The City of Bloomington wants to take the property through an eminent domain process so that it can extend the footprint of its planned replacement parking structure to cover the full length of the block from 4th to 3rd streets.
A month earlier, an initial version of the objections was filed, because it was not clear at the time if the court was going to grant a motion for an extension of the deadline. The court did grant the extension.
A review by The Beacon of both documents revealed a few differences between the first and second versions. A new paragraph was added on the topic of the definition of “public use.” The concept of “public use” is key, because property taken through eminent domain is supposed to be for a public use. The first objection filed by the landowner argues that the taking would not be for a public use, because of the ground floor retail space that is planned for the replacement parking garage.

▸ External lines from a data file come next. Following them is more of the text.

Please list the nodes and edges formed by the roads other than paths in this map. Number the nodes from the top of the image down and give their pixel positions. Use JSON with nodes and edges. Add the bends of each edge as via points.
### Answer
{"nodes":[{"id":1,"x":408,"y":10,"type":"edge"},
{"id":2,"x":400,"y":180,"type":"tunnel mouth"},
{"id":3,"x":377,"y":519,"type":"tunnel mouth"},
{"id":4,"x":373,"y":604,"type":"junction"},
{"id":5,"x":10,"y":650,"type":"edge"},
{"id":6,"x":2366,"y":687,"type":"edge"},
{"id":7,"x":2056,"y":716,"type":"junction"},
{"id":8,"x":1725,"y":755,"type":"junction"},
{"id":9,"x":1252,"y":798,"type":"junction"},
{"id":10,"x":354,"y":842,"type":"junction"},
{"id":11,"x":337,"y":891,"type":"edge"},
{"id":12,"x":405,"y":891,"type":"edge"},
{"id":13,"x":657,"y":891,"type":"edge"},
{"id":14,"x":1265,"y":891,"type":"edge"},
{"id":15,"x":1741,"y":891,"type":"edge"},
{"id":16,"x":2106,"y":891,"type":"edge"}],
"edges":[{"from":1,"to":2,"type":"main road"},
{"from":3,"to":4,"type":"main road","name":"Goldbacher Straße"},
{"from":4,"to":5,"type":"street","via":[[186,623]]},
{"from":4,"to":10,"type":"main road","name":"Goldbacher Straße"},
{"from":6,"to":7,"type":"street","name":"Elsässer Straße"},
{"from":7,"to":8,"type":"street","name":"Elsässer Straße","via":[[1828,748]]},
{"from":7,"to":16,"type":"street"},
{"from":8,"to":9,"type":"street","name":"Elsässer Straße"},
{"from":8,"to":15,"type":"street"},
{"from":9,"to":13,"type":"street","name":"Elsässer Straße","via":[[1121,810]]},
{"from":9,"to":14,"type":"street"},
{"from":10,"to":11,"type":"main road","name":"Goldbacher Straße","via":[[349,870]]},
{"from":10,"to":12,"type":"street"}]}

Another amendment to the document was stylistic—one sentence was edited to conform with Mark Twain’s legendary advice, “If you see an adverb, kill it.”
None of the changes altered of the number or kind of objections that were already filed.
According to the landowner:
- Objection 1: The project is not only for a public use, because it includes a “commercial shopping center.”
- Objection 2: The complaint is defective because it doesn’t describe the proposed “commercial shopping center,” which is a non-public use.
- Objection 3: The complaint is defective because it’s based on a resolution approved by the city’s Board of Public works at its April 30, 2019 meeting—but the resolution was not on the posted meeting agenda, which makes it void under Indiana law. (The resolution found that the city’s planned replacement parking garage served a public purpose.)
- Objection 4: The complaint doesn’t name Monroe County as defendant, when the county should be named, because of the interest it has in the taxes it might be owed.
- Objection 5: The city is requesting a use of the land, to construct a “commercial shopping center,” to which use it’s not entitled.
Friday’s filing came after a new deadline had been set, in response to motions for time extensions by the landowner and the city. Those motions were granted by the new judge in the case, Holly Harvey, giving extensions to both sides. Harvey was swapped in for Elizabeth Cure, after the landowner asked for a change, a request that was granted as a matter of right—it didn’t require an argument.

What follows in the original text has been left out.